Over time, health systems want to drive the cost of care down while improving the quality of patient experiences. Lu hopes that by working with Helix, health systems will be able to identify patients who are clearly at risk and are hiding in plain sight that they should manage today, like carriers of well-established deleterious DNA variants. These data could also enable the health systems to develop new population health and value-based care algorithms to manage the health of broader populations. “The key thing we think about is care transformation, coordination, and gap closure—not the ‘sexy’ things of genetics, but the bread and butter of healthcare.”

Currently, Helix has several major programs across the country that represent more than 100,000 people. “I think we represent the largest-scale programs in America now across health systems,” said Lu. “There are only a few independent programs now that are not partnered with Helix, and we really think of ourselves as a supporting organization for health systems to transform their care.”

Since healthcare is longitudinal, it’s important to make the data that Helix turns over to be the most impactful now and down the line. “If you give everyone all their pharmacogenetic information today, but they’re not taking any drugs, who cares?” said Lu. “Realistically, no one is going to remember that information five years from now. But if you start taking several drugs and something happens, then you do care, and that data is highly relevant.”
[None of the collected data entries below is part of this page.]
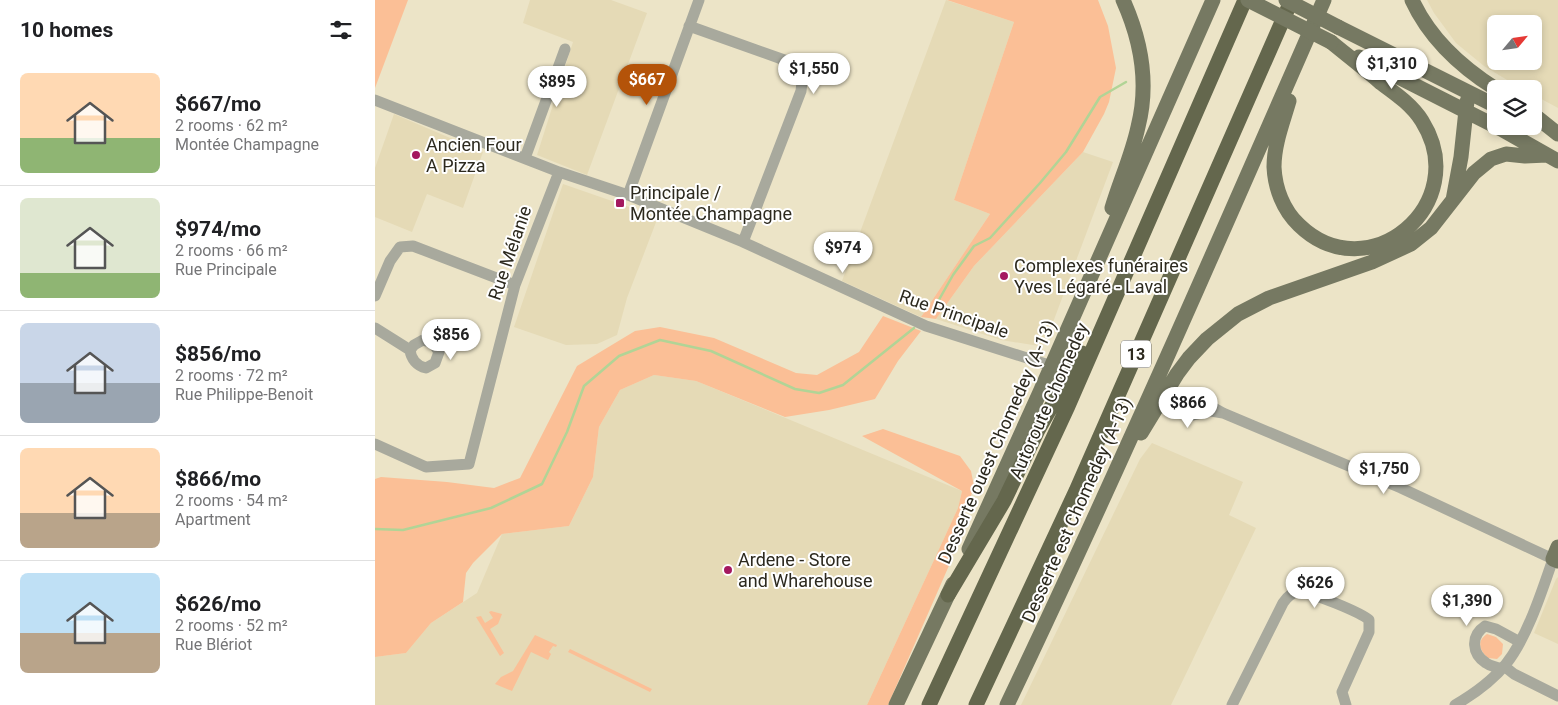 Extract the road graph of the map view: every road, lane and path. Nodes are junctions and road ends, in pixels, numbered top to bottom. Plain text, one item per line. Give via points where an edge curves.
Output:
1 (699, 0) edge
2 (1123, 0) edge
3 (1213, 0) edge
4 (1247, 0) edge
5 (1286, 0) edge
6 (1292, 0) edge
7 (1324, 0) edge
8 (1412, 0) edge
9 (689, 26) junction
10 (1306, 42) junction
11 (1331, 42) junction
12 (565, 48) dead end
13 (1487, 83) edge
14 (1468, 92) junction
15 (375, 100) edge
16 (1487, 102) edge
17 (1466, 111) junction
18 (1542, 122) edge
19 (1542, 129) edge
20 (1558, 136) edge
21 (525, 158) junction
22 (1552, 158) edge
23 (559, 172) junction
24 (628, 195) junction
25 (1452, 201) junction
26 (743, 242) junction
27 (1092, 274) junction
28 (515, 285) junction
29 (1121, 285) junction
30 (375, 296) edge
31 (375, 328) edge
32 (410, 350) dead end
33 (1052, 366) junction
34 (1223, 413) dead end
35 (375, 444) edge
36 (1110, 484) junction
37 (1556, 556) edge
38 (948, 595) junction
39 (1519, 642) junction
40 (1502, 668) junction
41 (1558, 696) edge
42 (895, 705) edge
43 (929, 705) edge
44 (977, 705) edge
45 (1007, 705) edge
46 (1232, 705) edge
47 (1346, 705) edge
48 (1455, 705) edge

1 - 9 street
2 - 27 main road via 1135,29 1141,59 1141,110 1134,143
3 - 27 main road, Desserte ouest Chomedey (A-13)
4 - 11 main road, bridge
4 - 29 highway, Autoroute Chomedey / 13
5 - 14 main road, bridge
6 - 44 highway, 13 via 1084,472
7 - 10 main road, Desserte est Chomedey (A-13)
8 - 13 main road via 1426,25 1447,50
9 - 24 street
9 - 26 street via 790,62 798,67 803,77 801,91
10 - 11 main road via 1276,146 1274,167 1279,194 1295,222 1315,238 1339,247 1370,247 1399,235 1423,212 1435,181 1435,155 1429,134 1413,109
10 - 36 main road, Desserte est Chomedey (A-13)
11 - 17 main road
12 - 21 street
14 - 16 main road
14 - 17 main road
15 - 21 street, Rue Principale
17 - 22 main road
17 - 25 main road
18 - 20 main road
19 - 20 main road
21 - 23 street, Rue Principale
22 - 25 main road via 1506,154 1491,159 1478,168
23 - 24 street, Rue Principale
23 - 28 street, Rue Mélanie
24 - 26 street, Rue Principale
25 - 36 main road via 1426,233 1405,247 1269,298 1243,311 1217,330 1177,374
26 - 33 street, Rue Principale via 926,326
27 - 33 main road, Desserte ouest Chomedey (A-13)
28 - 30 street via 413,246 400,247
28 - 35 street, Rue Mélanie via 469,464 426,467
29 - 38 highway via 1038,430 1004,501
29 - 43 highway, Autoroute Chomedey / 13
31 - 32 street
33 - 38 main road, Desserte ouest Chomedey (A-13)
34 - 37 street
36 - 45 main road, Desserte est Chomedey (A-13)
37 - 39 street
38 - 42 main road, Desserte ouest Chomedey (A-13)
39 - 40 street
39 - 40 street via 1487,626 1480,630 1474,644 1475,652 1487,664
40 - 41 street
40 - 48 street via 1481,688
46 - 47 street via 1283,603 1289,596 1300,592 1369,620 1369,632 1342,692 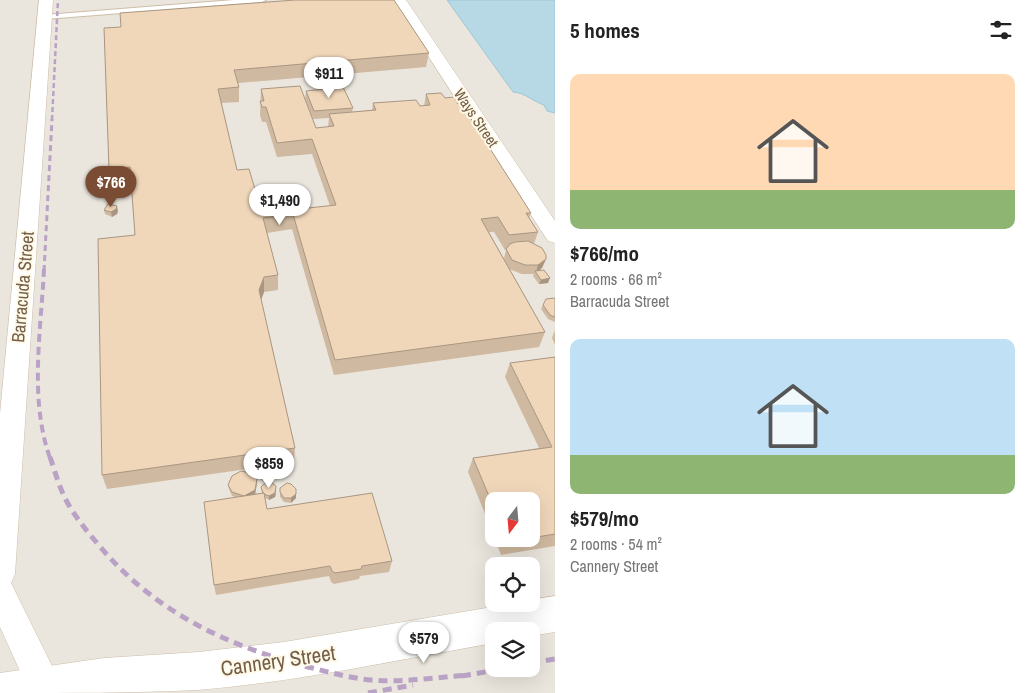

The questions that physicians usually hit Helix with often pertain to the limited time they have per patient visit. If a provider only has 10–12 minutes with a patient, how quickly can they pull up the genomics information and make it actionable? Helix is working to bring that data to them in the moments when they will actually use it, and support physicians so that they can interact with the data and deliver the right type of care to that patient without having to overwhelm them with the history of their genetics.

“My guess is most of genomics is going to go away from medical genetics,” predicts Lu. “It will go into internal medicine and primary care, and they’ll be able to answer the right question.”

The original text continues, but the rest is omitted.